In 2006 and 2007, an entrepreneur named Mark Greenshields became interested in purchasing a video-racking division owned by Movie Gallery US, LLC. This business involves placing movie rentals in racks at consumer locations, such as grocery or convenience stores. The deal fell through in May of 2007, and Greenshields started his own video-racking business shortly thereafter. He hired three former Movie Gallery employees within a few months after the transaction imploded, and the new business eventually took about ten former Movie Gallery customers.

It's not at all clear that the defendants' monetary exposure was that great. Movie Gallery itself had been losing money in this business and was trying to jettison the video-racking division to focus on more profitable business segments. However, it sued Greenshields and the entities he formed for breach of the transaction non-disclosure clause.

The court, ruling under Alabama law, found that Movie Gallery failed to prove that the defendants breached any confidentiality obligation. Noting the evidence largely was circumstantial, the court highlighted the following as important flaws in Movie Gallery's theory of breach:

(1) Less than half of the defendants' new customers were ex-Movie Gallery customers;
(2) Ten customers was a relatively small number given that three former employees were working full-time in the business;
(3) No profitability analysis was ever conducted on the lost customers, suggesting that there was no evidence defendants targeted profitable, quick-paying accounts;
(4) The supply sources were known by the new employees given their long history in the business;
(5) The customer lease agreements were drafted by defendants' counsel, and the terms were generally known in the business and ascertainable simply by asking the customers themselves.

The court was unable to make the leap in logic demanded by Movie Gallery: that Greenshields had to be using information disclosed to him during due diligence of the failed transaction. The following summarizes succinctly the quandary faced by the court, which suggests it believed Movie Gallery should have required Greenshields to sign a more extensive non-disclosure agreement:

"The fact that Greenshields may have, through viewing confidential information over the course of several months, become more familiar with the specific accounting and business principles involved in a racking operation surely is not the equivalent of his using specific pieces of confidential information....[The non-disclosure] agreement specifically contemplated that Greenshields may compete, and it is only logical that Movie Gallery could not expect him to rid his mind of general knowledge acquired through his months of studying an industry new to him."

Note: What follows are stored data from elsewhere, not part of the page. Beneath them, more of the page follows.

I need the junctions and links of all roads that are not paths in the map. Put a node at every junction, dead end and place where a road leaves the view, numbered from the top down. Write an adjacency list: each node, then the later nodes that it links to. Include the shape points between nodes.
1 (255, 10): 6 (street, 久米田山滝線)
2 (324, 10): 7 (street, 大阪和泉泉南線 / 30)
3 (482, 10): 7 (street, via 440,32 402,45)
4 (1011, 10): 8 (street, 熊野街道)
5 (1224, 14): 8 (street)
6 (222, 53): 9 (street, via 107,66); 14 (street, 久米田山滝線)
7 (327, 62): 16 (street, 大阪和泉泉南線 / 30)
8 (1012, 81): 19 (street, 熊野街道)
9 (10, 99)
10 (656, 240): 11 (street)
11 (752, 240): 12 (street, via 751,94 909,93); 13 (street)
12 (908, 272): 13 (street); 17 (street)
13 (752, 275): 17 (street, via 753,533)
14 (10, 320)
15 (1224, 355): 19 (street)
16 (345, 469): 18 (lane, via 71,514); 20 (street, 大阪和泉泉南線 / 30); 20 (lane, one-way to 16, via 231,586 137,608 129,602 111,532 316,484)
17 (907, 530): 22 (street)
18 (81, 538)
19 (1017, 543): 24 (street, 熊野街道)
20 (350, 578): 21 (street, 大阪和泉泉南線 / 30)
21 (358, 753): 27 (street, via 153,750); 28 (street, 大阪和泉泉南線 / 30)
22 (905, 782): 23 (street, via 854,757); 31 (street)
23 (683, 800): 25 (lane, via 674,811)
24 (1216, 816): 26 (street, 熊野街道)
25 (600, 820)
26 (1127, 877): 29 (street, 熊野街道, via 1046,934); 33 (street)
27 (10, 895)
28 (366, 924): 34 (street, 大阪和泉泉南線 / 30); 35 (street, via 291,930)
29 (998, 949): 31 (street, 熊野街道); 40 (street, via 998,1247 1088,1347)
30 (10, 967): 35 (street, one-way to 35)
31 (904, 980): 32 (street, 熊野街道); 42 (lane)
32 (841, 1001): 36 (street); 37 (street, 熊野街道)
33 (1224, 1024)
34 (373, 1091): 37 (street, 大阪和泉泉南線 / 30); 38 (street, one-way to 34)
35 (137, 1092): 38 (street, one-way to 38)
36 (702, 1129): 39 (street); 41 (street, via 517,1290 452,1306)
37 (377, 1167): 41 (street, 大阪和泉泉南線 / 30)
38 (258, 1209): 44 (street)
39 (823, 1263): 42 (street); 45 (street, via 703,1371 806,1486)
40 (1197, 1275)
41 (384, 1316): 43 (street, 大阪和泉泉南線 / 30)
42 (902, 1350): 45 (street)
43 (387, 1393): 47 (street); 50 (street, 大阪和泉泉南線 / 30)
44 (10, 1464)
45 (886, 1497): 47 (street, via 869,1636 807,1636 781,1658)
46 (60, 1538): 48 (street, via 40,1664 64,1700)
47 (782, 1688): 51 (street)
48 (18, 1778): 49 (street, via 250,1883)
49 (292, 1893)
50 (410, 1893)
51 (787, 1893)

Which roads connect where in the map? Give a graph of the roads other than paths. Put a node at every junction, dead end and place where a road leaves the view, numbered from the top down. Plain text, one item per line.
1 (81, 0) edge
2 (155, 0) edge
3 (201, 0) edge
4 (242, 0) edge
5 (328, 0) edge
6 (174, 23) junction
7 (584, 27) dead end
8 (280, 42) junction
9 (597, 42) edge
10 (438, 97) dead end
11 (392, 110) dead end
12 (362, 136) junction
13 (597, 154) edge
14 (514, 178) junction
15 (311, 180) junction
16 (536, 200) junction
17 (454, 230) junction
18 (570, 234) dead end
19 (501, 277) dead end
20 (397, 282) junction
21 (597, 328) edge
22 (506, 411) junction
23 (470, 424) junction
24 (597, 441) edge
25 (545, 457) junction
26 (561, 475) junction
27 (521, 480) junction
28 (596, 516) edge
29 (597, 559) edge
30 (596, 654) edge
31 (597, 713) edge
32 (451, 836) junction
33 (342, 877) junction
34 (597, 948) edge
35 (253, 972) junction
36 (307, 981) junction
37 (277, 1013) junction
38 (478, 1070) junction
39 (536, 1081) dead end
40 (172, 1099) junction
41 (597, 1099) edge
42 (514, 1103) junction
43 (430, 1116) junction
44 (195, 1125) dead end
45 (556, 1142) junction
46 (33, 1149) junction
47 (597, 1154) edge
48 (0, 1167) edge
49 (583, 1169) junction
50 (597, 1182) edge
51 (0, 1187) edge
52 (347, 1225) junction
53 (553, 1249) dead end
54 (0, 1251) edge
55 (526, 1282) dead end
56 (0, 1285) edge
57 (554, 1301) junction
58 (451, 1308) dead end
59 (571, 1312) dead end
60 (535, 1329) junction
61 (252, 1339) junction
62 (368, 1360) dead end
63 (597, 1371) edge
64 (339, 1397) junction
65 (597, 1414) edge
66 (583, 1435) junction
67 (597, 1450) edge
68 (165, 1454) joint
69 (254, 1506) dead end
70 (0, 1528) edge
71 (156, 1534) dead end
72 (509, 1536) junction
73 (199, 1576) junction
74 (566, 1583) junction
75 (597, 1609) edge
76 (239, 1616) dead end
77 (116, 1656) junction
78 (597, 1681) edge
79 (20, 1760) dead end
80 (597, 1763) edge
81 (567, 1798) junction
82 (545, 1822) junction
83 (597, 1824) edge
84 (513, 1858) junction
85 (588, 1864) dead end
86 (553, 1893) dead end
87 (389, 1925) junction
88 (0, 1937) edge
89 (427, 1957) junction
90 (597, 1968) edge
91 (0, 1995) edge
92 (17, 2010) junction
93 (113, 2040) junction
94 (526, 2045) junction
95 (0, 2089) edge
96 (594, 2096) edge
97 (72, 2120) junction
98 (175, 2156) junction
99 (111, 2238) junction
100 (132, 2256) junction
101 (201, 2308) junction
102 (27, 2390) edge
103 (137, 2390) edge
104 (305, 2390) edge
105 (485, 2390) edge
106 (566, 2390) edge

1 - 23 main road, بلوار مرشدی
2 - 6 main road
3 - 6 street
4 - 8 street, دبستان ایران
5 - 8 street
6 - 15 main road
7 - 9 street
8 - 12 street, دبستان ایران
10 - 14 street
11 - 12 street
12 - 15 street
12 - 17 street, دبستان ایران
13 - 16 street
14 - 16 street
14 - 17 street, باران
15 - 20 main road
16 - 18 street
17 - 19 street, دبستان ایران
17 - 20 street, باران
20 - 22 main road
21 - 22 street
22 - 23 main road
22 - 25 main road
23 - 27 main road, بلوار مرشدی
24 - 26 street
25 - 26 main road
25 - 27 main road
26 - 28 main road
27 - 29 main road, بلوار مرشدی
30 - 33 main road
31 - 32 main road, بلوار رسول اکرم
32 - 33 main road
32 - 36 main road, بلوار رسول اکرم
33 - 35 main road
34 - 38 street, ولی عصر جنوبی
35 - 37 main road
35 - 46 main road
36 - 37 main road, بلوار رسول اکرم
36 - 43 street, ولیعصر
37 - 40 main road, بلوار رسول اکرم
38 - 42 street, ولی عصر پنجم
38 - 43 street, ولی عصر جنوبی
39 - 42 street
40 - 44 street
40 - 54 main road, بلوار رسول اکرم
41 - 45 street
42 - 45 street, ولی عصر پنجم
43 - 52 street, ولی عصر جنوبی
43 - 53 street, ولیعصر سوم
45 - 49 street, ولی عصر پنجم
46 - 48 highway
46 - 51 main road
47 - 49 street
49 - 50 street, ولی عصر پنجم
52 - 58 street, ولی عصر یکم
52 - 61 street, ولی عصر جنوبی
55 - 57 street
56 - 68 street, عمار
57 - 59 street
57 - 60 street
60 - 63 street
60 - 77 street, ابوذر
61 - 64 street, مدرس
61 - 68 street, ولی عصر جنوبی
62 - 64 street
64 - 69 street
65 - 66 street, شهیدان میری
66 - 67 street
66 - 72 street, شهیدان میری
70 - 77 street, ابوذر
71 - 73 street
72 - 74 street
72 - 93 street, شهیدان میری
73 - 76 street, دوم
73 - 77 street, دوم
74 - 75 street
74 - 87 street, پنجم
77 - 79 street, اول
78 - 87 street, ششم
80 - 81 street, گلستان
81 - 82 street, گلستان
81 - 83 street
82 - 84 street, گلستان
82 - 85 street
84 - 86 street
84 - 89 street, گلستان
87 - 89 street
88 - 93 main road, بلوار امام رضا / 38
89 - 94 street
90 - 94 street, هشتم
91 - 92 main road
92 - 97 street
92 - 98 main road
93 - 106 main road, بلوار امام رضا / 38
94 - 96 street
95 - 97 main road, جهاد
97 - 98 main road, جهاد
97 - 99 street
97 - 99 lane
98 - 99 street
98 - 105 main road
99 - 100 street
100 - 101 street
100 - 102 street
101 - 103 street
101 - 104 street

At a bare minimum, a seller of a business ought to require a buyer not to hire or engage a seller's employees for a period of time. In a case like Greenshields', his lack of experience in the business was not a deterrent to opening a competitor rather quickly; he took three long-time employees away from Movie Gallery to do the leg work.

Additionally, sellers need to consider limited customer non-solicitation covenants requiring a purchaser to avoid certain accounts following the termination of a potential deal. Sellers also can line-out customer names until the transaction negotiations reach a certain point, but in many cases this is neither feasible nor acceptable.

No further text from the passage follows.